◆ Exercise goal ◆
Pull every line that holds the word "list" from the entries.

◆ Saved data entries ◆
---------------

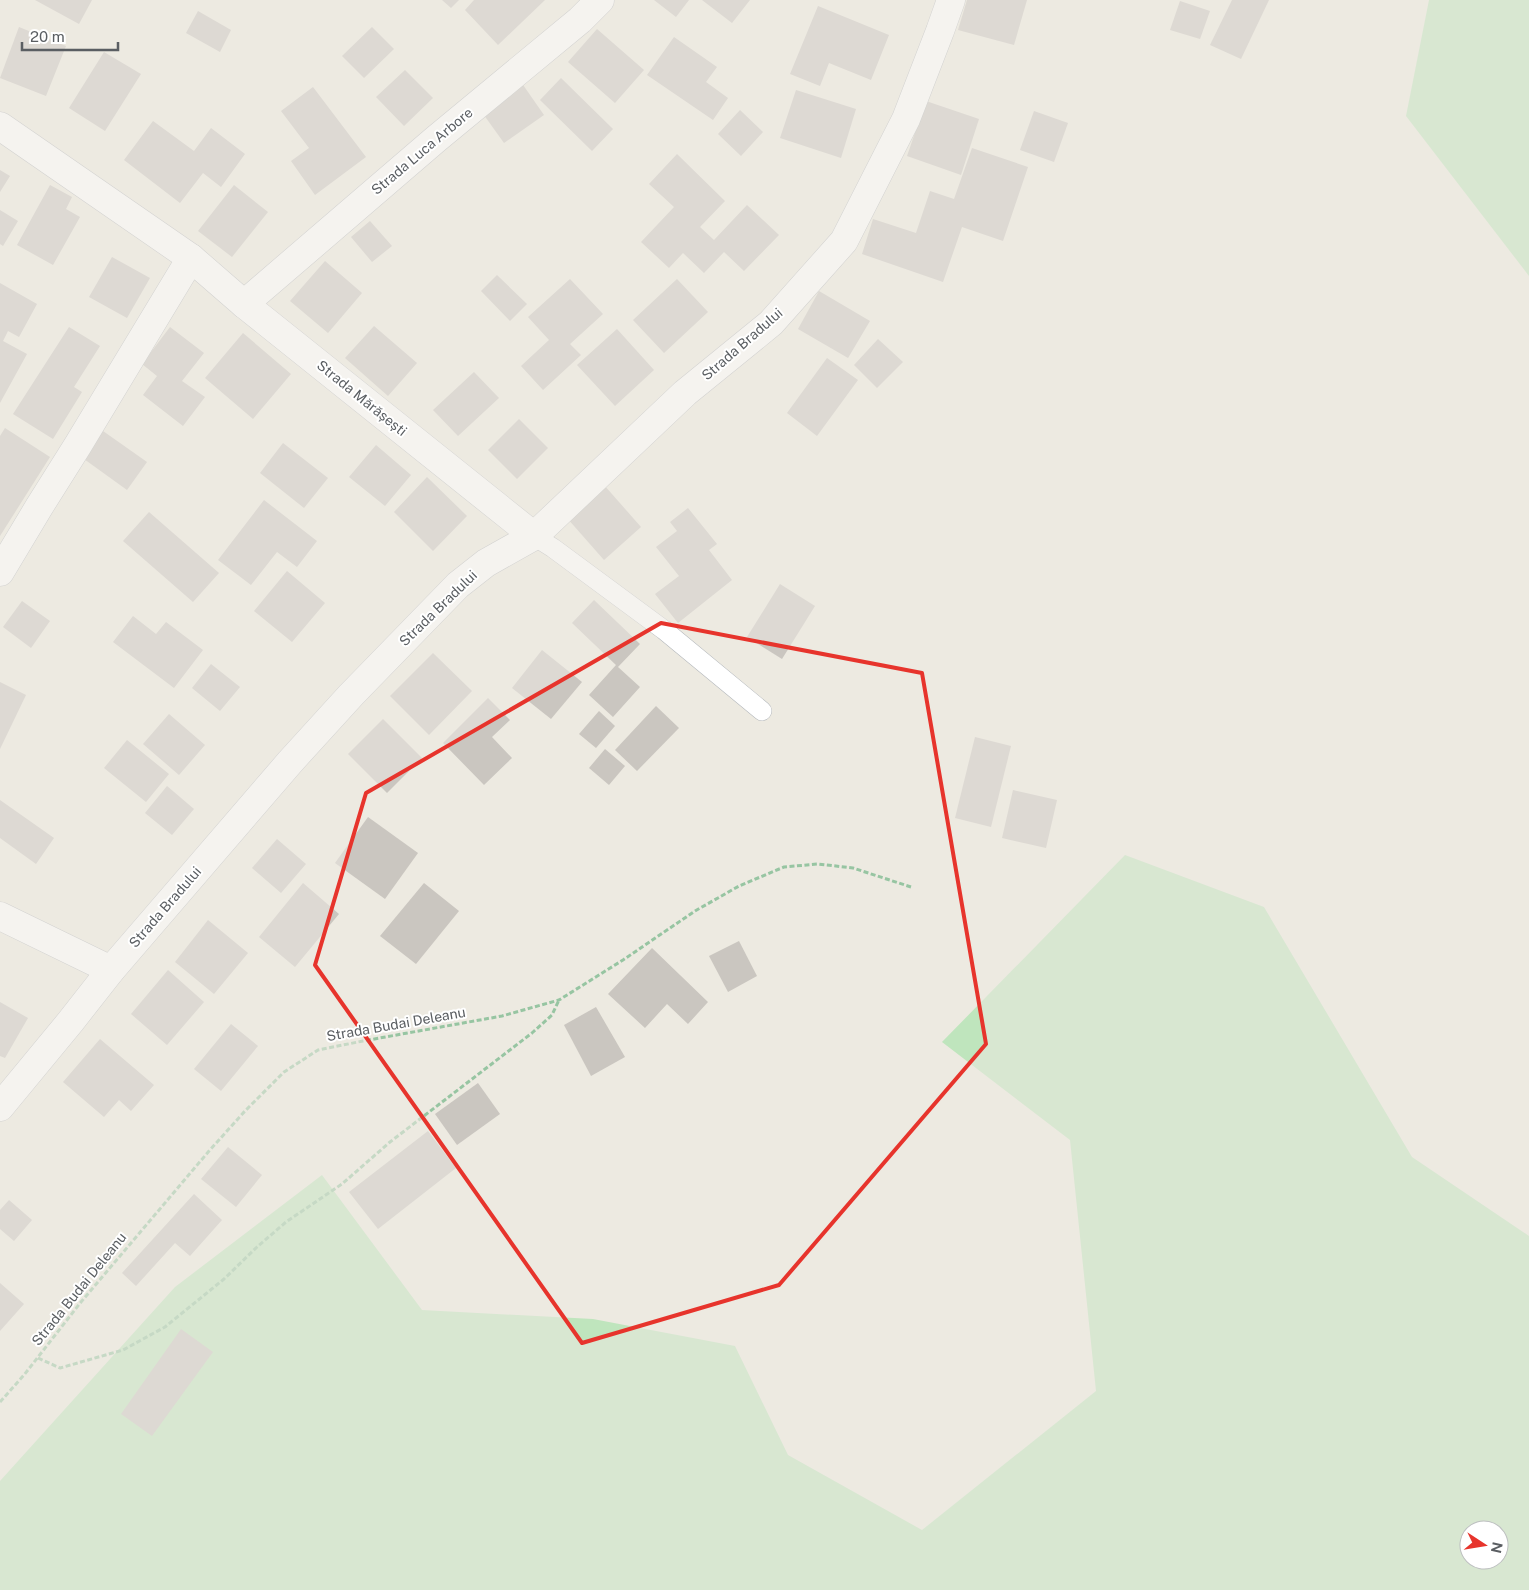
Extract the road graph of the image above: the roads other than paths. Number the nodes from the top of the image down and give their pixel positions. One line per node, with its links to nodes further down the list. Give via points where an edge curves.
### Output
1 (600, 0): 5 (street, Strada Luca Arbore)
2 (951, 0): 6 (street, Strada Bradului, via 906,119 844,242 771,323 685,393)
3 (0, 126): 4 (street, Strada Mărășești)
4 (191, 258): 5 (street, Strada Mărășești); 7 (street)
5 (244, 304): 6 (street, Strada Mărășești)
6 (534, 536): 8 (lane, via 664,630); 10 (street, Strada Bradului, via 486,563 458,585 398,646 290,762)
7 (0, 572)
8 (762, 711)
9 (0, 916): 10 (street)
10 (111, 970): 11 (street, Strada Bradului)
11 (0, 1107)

---------------

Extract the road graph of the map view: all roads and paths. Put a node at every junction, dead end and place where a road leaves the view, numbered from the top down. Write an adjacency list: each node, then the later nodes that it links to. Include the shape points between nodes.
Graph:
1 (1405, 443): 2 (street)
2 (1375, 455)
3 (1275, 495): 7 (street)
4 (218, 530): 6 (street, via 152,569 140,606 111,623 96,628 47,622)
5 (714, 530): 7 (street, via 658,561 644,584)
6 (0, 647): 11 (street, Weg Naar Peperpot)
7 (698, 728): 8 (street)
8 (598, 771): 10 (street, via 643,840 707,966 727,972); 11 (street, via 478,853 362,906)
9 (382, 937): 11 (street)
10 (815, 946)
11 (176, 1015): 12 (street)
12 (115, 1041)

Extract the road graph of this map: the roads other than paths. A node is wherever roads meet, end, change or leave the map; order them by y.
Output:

---------------

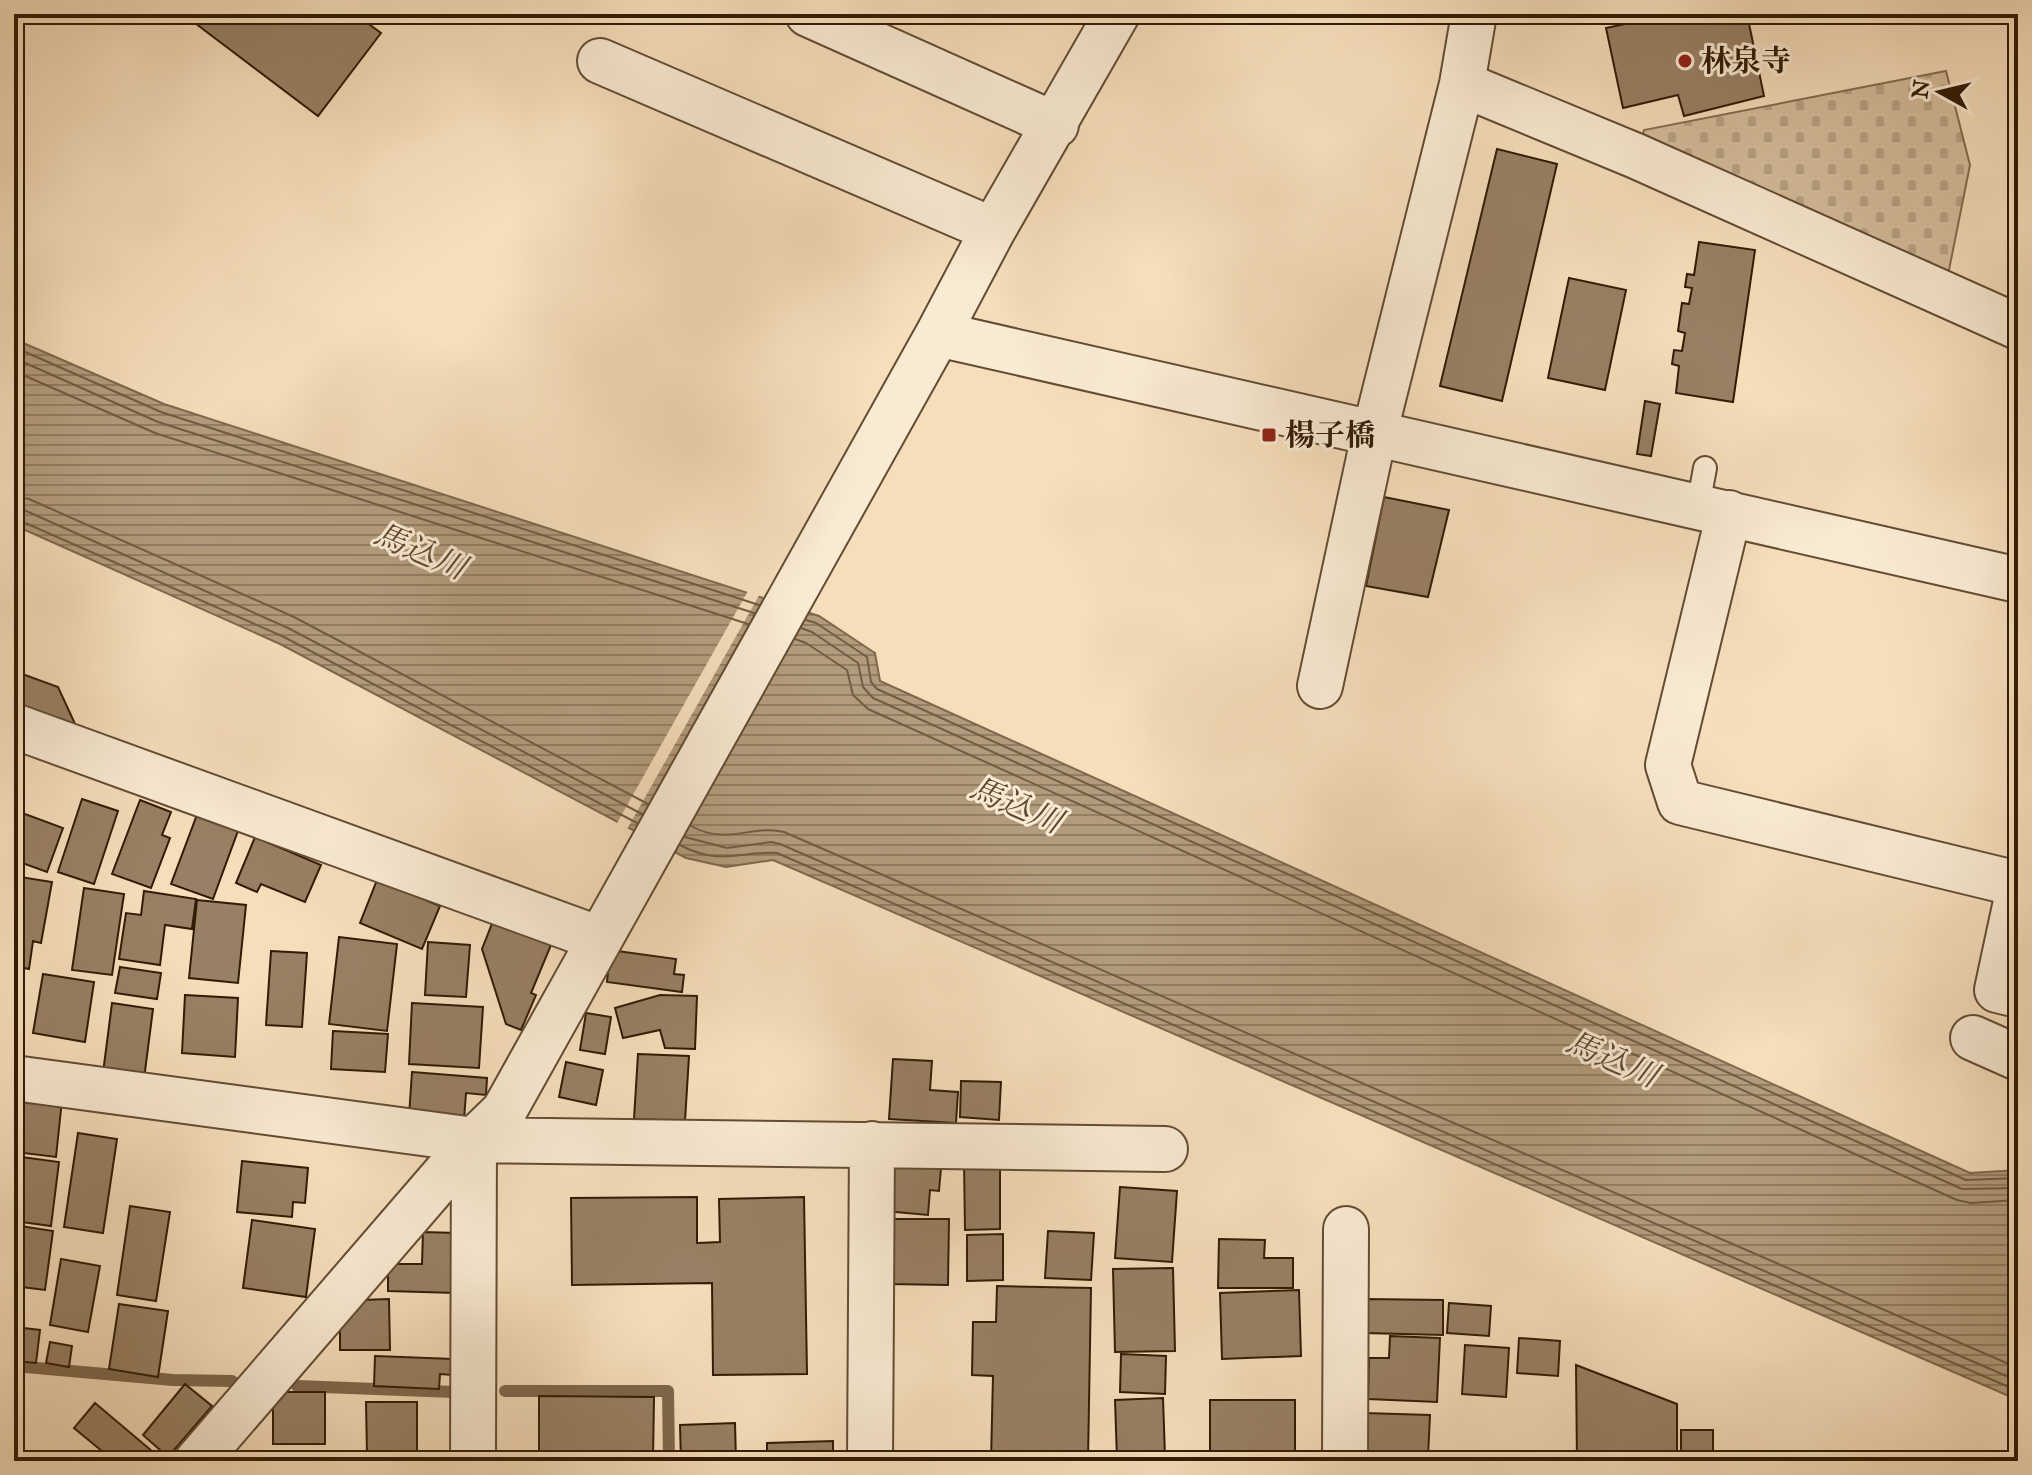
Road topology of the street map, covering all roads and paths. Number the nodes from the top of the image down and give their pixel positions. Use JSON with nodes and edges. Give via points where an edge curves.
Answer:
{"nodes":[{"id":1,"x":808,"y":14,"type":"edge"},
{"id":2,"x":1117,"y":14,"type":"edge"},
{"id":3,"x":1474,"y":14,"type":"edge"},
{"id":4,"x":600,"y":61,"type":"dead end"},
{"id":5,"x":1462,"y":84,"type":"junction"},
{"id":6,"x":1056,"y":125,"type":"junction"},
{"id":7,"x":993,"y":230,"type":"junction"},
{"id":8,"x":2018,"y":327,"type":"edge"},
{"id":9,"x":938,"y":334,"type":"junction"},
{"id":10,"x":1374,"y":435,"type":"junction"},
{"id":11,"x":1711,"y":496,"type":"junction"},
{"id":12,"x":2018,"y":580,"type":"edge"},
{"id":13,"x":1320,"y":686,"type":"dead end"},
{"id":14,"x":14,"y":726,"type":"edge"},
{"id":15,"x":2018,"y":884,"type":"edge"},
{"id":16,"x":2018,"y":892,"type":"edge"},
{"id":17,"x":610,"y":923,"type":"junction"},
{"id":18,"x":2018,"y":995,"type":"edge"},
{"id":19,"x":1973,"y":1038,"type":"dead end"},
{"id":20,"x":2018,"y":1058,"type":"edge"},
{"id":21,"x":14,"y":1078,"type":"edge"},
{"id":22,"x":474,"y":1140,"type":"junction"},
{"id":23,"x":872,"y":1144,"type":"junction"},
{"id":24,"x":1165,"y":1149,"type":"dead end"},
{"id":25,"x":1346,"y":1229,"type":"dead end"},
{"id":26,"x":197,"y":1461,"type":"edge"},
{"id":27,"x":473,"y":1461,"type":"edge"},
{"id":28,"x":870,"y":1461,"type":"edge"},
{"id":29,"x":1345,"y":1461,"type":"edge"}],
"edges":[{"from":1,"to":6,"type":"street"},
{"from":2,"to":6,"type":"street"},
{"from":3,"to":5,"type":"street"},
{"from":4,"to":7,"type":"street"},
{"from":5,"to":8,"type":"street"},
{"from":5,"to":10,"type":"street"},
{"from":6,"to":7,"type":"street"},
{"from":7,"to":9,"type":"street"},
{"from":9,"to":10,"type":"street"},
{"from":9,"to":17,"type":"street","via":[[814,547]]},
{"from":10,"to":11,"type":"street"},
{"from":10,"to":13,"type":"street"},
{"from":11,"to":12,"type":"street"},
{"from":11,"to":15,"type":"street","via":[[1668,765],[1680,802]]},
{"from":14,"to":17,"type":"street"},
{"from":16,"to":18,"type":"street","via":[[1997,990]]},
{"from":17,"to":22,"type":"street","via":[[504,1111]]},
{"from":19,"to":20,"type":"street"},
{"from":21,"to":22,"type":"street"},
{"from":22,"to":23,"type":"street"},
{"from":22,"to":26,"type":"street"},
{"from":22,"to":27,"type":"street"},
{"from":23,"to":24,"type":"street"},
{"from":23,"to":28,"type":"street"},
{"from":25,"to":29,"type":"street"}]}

---------------

◆ Output below ◆
Extract the road graph of the image above: the roads other than paths. Number the nodes from the top of the image down and give their pixel positions. One line per node, with its links to nodes further down the list. Give via points where an edge curves.
Extract the road graph of the map view: all roads and paths. Put a node at every junction, dead end and place where a road leaves the view, numbered from the top down. Write an adjacency list: each node, then the later nodes that it links to. Include the shape points between nodes.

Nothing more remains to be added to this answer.